In keeping with the spirit of peace on earth and goodwill toward men - and women - I offer this not original but possibly helpful guide to understanding the sometimes perplexing animal known as the MAN.
If something we said can be interpreted two ways, and one of the ways makes you sad or angry, we meant the other way.
Learn to work the toilet seat. You’re a big girl. If its up, put it down. We need it up, you need it down. You don’t hear us bitching about you leaving it down.
Sometimes we are not thinking about you. Live with it.
Sunday = sports. Its like the full moon or the changing of the tides. Let it be.
Don’t cut your hair. Ever. Long hair is always more attractive than short hair. One of the big reasons guys fear getting married (this could be the subject of a very large book!) is that married women always cut their hair and by then you’re stuck with her.
Shopping is not a sport. And no, we are never going to think of it that way.
Crying is emotional blackmail.
Ask for what you want. (This is especially important during the Christmas Season.) Let us be clear on this one: Subtle hints do not work. Strong hints do not work. Obvious hints do not work. Just say it!
Most guys own three pairs of shoes - tops. What makes you think we’d be any good at choosing which pair, out of 30, would look good with your dress?
Yes" and “No” are perfectly acceptable answers to almost every question.
Come to us with a problem if you want help solving it. That’s what we do. Sympathy, empathy, understanding, etc., is what your girlfriends are for.

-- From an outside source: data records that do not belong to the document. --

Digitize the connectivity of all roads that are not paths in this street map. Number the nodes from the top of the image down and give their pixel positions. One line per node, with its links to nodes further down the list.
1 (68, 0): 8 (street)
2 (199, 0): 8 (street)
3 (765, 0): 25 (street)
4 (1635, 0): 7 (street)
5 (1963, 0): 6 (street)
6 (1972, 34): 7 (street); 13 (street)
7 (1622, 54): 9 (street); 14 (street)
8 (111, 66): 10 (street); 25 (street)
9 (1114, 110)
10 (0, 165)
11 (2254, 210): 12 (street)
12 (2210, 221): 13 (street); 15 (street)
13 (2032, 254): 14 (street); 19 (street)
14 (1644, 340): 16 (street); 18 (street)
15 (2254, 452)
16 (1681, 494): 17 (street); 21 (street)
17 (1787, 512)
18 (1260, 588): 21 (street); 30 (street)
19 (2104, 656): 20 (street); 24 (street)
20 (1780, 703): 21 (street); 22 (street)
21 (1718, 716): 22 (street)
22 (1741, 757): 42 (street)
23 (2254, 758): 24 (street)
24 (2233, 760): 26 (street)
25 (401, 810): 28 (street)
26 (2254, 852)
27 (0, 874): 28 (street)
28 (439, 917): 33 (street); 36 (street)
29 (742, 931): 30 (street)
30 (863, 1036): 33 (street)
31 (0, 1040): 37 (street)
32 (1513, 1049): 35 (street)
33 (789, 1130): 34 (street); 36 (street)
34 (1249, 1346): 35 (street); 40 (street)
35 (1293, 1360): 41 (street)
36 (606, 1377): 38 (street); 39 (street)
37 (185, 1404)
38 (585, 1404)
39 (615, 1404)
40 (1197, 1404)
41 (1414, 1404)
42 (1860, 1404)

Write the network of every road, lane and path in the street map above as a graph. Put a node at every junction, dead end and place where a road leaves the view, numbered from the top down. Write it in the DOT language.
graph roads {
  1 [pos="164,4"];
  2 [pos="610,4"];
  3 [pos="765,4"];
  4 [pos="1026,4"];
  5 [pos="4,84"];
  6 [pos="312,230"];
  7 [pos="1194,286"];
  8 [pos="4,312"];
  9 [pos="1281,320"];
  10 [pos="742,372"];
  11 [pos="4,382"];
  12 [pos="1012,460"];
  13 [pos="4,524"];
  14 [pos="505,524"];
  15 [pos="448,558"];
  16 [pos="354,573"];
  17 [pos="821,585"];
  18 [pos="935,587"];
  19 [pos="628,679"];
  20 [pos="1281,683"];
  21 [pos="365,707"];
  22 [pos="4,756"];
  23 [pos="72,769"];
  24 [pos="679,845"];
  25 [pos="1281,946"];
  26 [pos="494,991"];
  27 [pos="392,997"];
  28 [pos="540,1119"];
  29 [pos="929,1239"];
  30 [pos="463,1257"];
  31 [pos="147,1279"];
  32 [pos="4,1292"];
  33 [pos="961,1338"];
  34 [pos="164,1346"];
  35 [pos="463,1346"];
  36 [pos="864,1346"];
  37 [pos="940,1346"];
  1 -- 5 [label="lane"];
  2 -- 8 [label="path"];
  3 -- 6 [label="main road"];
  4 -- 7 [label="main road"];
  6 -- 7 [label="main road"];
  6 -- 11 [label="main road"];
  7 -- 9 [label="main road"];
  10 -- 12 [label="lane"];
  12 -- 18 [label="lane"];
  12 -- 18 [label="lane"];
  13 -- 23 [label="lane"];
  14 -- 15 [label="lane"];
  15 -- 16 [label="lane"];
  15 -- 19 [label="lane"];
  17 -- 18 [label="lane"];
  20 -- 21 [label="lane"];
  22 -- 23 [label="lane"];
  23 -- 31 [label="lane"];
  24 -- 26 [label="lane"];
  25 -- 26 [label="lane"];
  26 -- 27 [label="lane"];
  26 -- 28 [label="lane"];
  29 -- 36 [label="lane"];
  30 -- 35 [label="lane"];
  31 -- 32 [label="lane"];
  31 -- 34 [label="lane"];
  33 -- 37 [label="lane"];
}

A headache that lasts for 17 months is a problem. See a doctor.
Anything we said six months ago is inadmissible in an argument or a “vigorous exchange of views”. In fact, all comments become null and void after seven days.
You can either ask us to do something or tell us how you want it done. Not both. If you already know best how to do it, just do it yourself.
Men see only in 16 colors, like Windows default settings. Peach, for example, is a fruit, not a color. Pumpkin is a vegetable, not a color. We have no idea what taupe is.
It is neither in your best interest nor ours to take a quiz together. No, it doesn’t matter which quiz.
Beer is as exciting for us as handbags are for you.
Thank you for reading this. Yes, I know that I have to sleep on the couch tonight, but did you know we really don’t mind that? Its like camping.